The study was done to investigate the travel burden and its impact on clinical presentation in a large sample of patients with retinoblastoma from Africa and Europe.
518 treatment-naïve patients with retinoblastoma residing in 40 European countries and 1024 treatment-naïve patients with retinoblastoma residing in 43 African countries were analysed.
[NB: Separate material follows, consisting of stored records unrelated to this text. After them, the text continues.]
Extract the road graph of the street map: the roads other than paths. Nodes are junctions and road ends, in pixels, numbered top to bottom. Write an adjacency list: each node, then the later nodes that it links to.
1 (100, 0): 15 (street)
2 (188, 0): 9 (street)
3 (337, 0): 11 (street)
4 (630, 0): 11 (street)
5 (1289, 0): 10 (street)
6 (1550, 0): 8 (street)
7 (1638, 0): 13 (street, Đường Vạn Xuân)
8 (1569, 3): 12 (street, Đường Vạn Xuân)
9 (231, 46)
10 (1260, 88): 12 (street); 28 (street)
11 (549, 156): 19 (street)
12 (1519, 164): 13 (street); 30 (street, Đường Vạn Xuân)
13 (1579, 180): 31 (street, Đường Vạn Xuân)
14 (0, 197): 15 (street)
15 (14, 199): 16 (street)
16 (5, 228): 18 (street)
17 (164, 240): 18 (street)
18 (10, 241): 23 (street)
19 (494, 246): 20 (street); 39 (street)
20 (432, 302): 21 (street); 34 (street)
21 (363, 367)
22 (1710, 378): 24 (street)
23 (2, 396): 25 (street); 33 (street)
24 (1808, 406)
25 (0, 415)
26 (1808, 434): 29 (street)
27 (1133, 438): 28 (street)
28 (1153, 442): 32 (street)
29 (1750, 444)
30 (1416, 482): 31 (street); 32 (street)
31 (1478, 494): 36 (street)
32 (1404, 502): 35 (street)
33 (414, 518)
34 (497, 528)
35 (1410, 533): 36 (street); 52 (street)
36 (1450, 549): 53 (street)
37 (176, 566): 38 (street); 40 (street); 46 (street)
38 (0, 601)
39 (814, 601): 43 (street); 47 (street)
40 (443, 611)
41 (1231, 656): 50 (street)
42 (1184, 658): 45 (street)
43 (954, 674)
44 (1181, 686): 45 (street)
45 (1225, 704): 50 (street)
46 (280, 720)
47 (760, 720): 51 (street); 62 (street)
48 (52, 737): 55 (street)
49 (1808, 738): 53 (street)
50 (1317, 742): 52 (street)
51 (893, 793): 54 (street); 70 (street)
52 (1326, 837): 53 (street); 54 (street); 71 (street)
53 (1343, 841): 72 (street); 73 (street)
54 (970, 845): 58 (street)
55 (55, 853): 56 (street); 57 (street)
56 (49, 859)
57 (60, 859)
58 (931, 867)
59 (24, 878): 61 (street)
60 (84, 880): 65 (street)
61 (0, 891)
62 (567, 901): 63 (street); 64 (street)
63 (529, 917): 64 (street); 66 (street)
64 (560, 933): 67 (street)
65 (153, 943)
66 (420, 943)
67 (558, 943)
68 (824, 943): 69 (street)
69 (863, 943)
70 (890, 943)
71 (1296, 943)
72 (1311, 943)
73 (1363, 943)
Capture rate was 42.2% of expected patients from Africa and 108.8% from Europe. African patients were older (95% CI −12.4 to −5.4, p<0.001), had fewer cases of familial retinoblastoma (95% CI 2.0 to 5.3, p<0.001) and presented with more advanced disease (95% CI 6.0 to 9.8, p<0.001); 43.4% and 15.4% of Africans had extraocular retinoblastoma and distant metastasis at the time of diagnosis, respectively, compared to 2.9% and 1.0% of the Europeans. To reach a retinoblastoma centre, European patients travelled 421.8 km compared to Africans who travelled 185.7 km (p<0.001). On regression analysis, lower-national income level, African residence and older age (p<0.001), but not travel distance (p=0.19), were risk factors for advanced disease.
The study concluded that fewer than half the expected number of patients with retinoblastoma presented to African referral centres, suggesting poor awareness or other barriers to access. They presented with later-stage disease. Health education about retinoblastoma is needed.